Thursday, December 15, 2011

Human vs Machine Learning of the Visual World

I strive to eventually mimic the human ability to understand a scene.
One can ask the question, how far are we from achieving this goal. To answer the question, we must first specify what it means "to understand a scene". This is perhaps ill defined;however, here's a shot:
A dense labeling of each scene pixel, on many levels - object type (intermediate level - as most humans do). Material - metal, wood, asphalt, glass, plastic...segmentation boundaries, with a good assessment of object ordering.

what I do not strive to do, is achieve high precision 3D scene reconstructions of scenes or some other numeric results. I believe that we (humans) grasp scenes in a qualitative rather than quantitative manner. Using this qualitative understanding, we can, e.g, count objects by recognizing them or estimate the distance to a scene point based on some partial ordering of the objects.

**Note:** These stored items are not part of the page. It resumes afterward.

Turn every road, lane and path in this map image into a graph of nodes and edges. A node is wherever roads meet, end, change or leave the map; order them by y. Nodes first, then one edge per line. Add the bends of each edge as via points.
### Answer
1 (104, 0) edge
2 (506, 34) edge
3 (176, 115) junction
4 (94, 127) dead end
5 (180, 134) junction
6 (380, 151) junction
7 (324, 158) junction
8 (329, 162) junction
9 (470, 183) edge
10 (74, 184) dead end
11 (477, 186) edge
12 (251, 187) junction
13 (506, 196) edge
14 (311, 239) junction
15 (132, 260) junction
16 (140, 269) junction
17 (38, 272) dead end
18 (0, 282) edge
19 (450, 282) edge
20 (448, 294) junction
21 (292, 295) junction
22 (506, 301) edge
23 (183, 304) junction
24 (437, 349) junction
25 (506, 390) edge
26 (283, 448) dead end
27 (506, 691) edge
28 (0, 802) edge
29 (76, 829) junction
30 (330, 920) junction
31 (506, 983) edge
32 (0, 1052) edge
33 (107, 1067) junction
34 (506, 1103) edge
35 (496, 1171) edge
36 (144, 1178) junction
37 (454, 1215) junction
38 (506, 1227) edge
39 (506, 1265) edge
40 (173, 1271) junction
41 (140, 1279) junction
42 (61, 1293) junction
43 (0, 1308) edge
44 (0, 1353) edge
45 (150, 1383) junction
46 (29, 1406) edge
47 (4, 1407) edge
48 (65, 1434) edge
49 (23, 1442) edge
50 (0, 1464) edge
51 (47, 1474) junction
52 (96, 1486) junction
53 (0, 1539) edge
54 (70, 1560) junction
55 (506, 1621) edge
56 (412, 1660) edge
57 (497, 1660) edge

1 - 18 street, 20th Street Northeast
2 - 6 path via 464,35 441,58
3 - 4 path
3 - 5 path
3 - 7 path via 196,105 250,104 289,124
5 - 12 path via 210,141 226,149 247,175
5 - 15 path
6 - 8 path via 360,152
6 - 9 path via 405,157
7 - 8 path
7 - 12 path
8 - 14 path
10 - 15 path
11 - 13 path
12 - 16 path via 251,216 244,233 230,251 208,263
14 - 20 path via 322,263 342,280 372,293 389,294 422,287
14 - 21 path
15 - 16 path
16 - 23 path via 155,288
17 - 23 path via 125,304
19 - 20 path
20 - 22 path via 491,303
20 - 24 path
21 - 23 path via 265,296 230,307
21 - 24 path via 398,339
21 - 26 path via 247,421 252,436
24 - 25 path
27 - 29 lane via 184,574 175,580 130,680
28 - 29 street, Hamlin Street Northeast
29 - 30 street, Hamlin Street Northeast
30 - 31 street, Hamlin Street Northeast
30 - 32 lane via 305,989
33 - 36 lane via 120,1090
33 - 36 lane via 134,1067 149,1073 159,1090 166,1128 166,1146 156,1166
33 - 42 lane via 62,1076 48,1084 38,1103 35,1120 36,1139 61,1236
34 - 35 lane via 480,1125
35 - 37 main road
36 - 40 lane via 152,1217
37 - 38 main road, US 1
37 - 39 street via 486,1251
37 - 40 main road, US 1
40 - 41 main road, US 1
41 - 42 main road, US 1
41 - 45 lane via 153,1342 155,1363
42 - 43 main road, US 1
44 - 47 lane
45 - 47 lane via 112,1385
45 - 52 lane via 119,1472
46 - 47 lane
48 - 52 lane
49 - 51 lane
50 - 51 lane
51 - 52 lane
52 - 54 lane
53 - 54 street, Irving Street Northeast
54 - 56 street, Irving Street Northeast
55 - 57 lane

In addition, I do not wish to use sensors that have abilities beyond the human vision, such as time of flight sensors or hyper-spectral imagery. Such multimodal inputs will surely make the task of scene interpretation much simpler. Still, with some rational justifications (and some less so), I insist of using sensors which mimic approximately those of humans:
1. The multimodal case will drive us further from a true understanding of the principles of human-like vision
2. multimodal sensors will probably be less ubiquitous and more expensive. I wish to make vision widely available without extraordinary hardware prerequisites. The advancement in computing power will probably continue to be faster paced than cheap multimodal sensor for the foreseeable future.
3. I see the goal as I pose it as a greater challenge and one that is more worthwhile solving.

But there is a considerable amount of work for each of these tasks. Are we going in the right direction? Most tasks are handled independently, such as identification of occlusion boundaries. Granted, segmentation and recognition have been used in the same framework but the ability to segment a scene with good precision cannot depend on the ability to identify each & every scene object... straying a bit, which comes first, segmentation or recognition? do they always come in the same order?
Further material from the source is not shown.